— EXERCISE PROMPT —
Could you return each entry below exactly as written, minus any pictures?

— EXERCISE DATA —
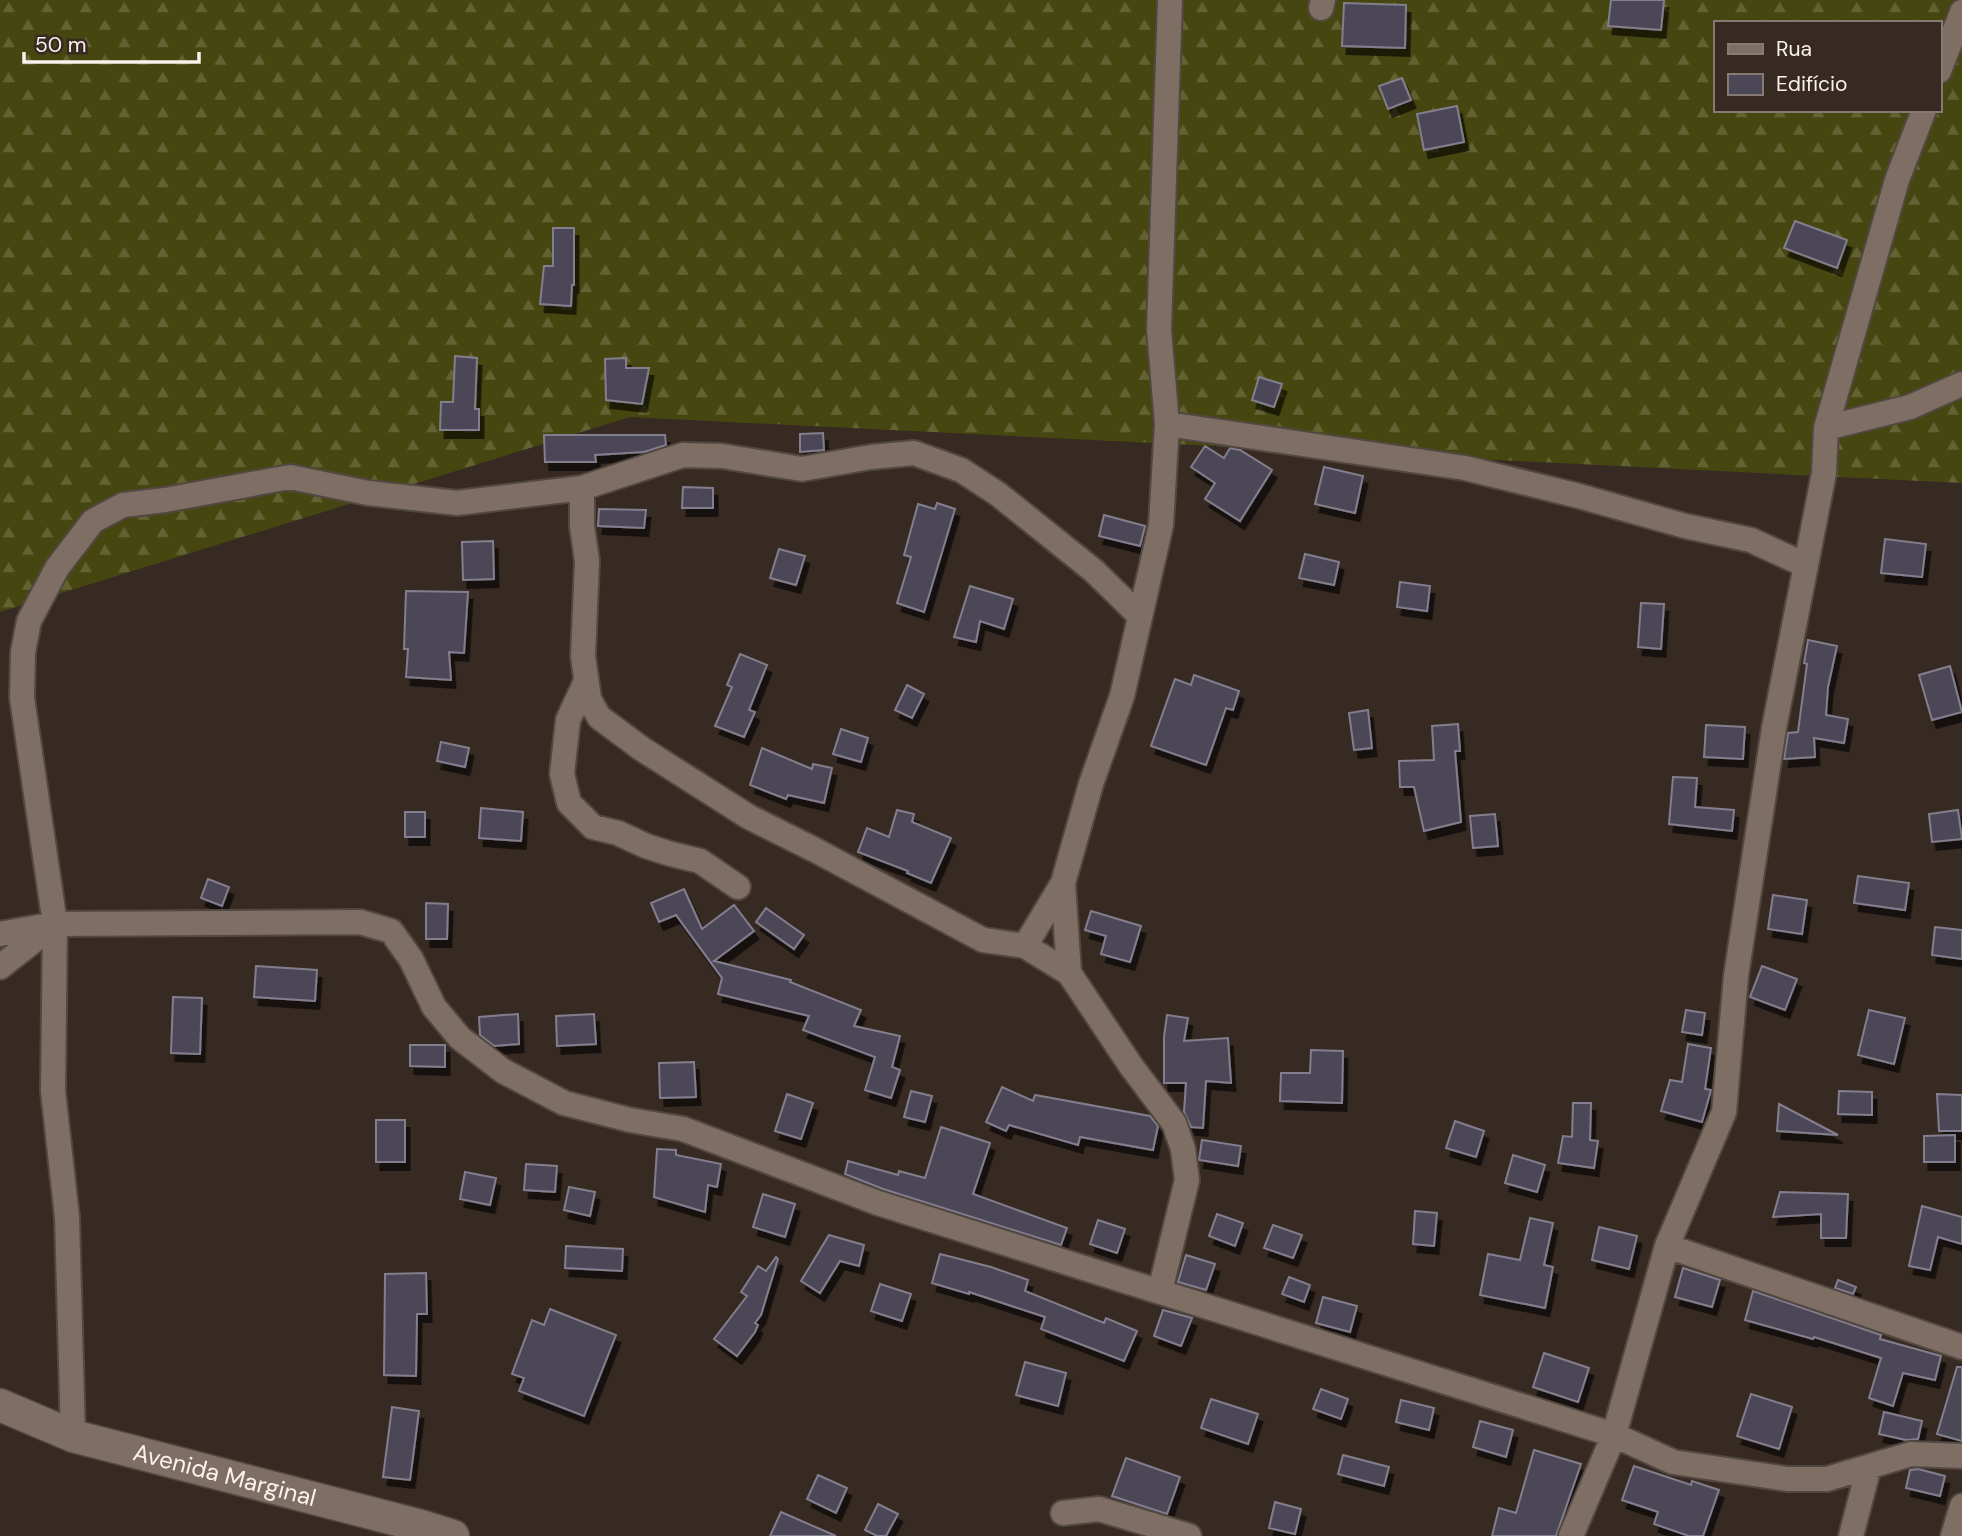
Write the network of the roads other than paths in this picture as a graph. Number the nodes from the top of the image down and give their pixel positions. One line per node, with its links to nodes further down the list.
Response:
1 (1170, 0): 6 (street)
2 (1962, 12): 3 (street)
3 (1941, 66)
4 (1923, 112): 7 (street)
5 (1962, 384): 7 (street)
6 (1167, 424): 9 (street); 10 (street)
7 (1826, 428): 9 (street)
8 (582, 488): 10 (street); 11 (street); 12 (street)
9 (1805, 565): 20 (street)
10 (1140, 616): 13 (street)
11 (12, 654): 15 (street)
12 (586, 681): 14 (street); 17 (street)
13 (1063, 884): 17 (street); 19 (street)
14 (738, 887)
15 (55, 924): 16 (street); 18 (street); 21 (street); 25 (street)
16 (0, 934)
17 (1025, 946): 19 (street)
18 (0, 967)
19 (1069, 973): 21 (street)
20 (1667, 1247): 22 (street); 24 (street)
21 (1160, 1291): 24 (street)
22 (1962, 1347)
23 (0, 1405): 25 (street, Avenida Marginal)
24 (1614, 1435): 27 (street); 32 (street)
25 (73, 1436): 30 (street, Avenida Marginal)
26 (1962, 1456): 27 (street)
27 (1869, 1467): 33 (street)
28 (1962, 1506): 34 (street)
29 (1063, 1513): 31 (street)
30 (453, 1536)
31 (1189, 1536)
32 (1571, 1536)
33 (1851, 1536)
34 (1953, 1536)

— TASK RESPONSE —
Write the network of the roads other than paths in this picture as a graph. Number the nodes from the top of the image down and give their pixel positions. One line per node, with its links to nodes further down the list.
Response:
1 (1170, 0): 6 (street)
2 (1962, 12): 3 (street)
3 (1941, 66)
4 (1923, 112): 7 (street)
5 (1962, 384): 7 (street)
6 (1167, 424): 9 (street); 10 (street)
7 (1826, 428): 9 (street)
8 (582, 488): 10 (street); 11 (street); 12 (street)
9 (1805, 565): 20 (street)
10 (1140, 616): 13 (street)
11 (12, 654): 15 (street)
12 (586, 681): 14 (street); 17 (street)
13 (1063, 884): 17 (street); 19 (street)
14 (738, 887)
15 (55, 924): 16 (street); 18 (street); 21 (street); 25 (street)
16 (0, 934)
17 (1025, 946): 19 (street)
18 (0, 967)
19 (1069, 973): 21 (street)
20 (1667, 1247): 22 (street); 24 (street)
21 (1160, 1291): 24 (street)
22 (1962, 1347)
23 (0, 1405): 25 (street, Avenida Marginal)
24 (1614, 1435): 27 (street); 32 (street)
25 (73, 1436): 30 (street, Avenida Marginal)
26 (1962, 1456): 27 (street)
27 (1869, 1467): 33 (street)
28 (1962, 1506): 34 (street)
29 (1063, 1513): 31 (street)
30 (453, 1536)
31 (1189, 1536)
32 (1571, 1536)
33 (1851, 1536)
34 (1953, 1536)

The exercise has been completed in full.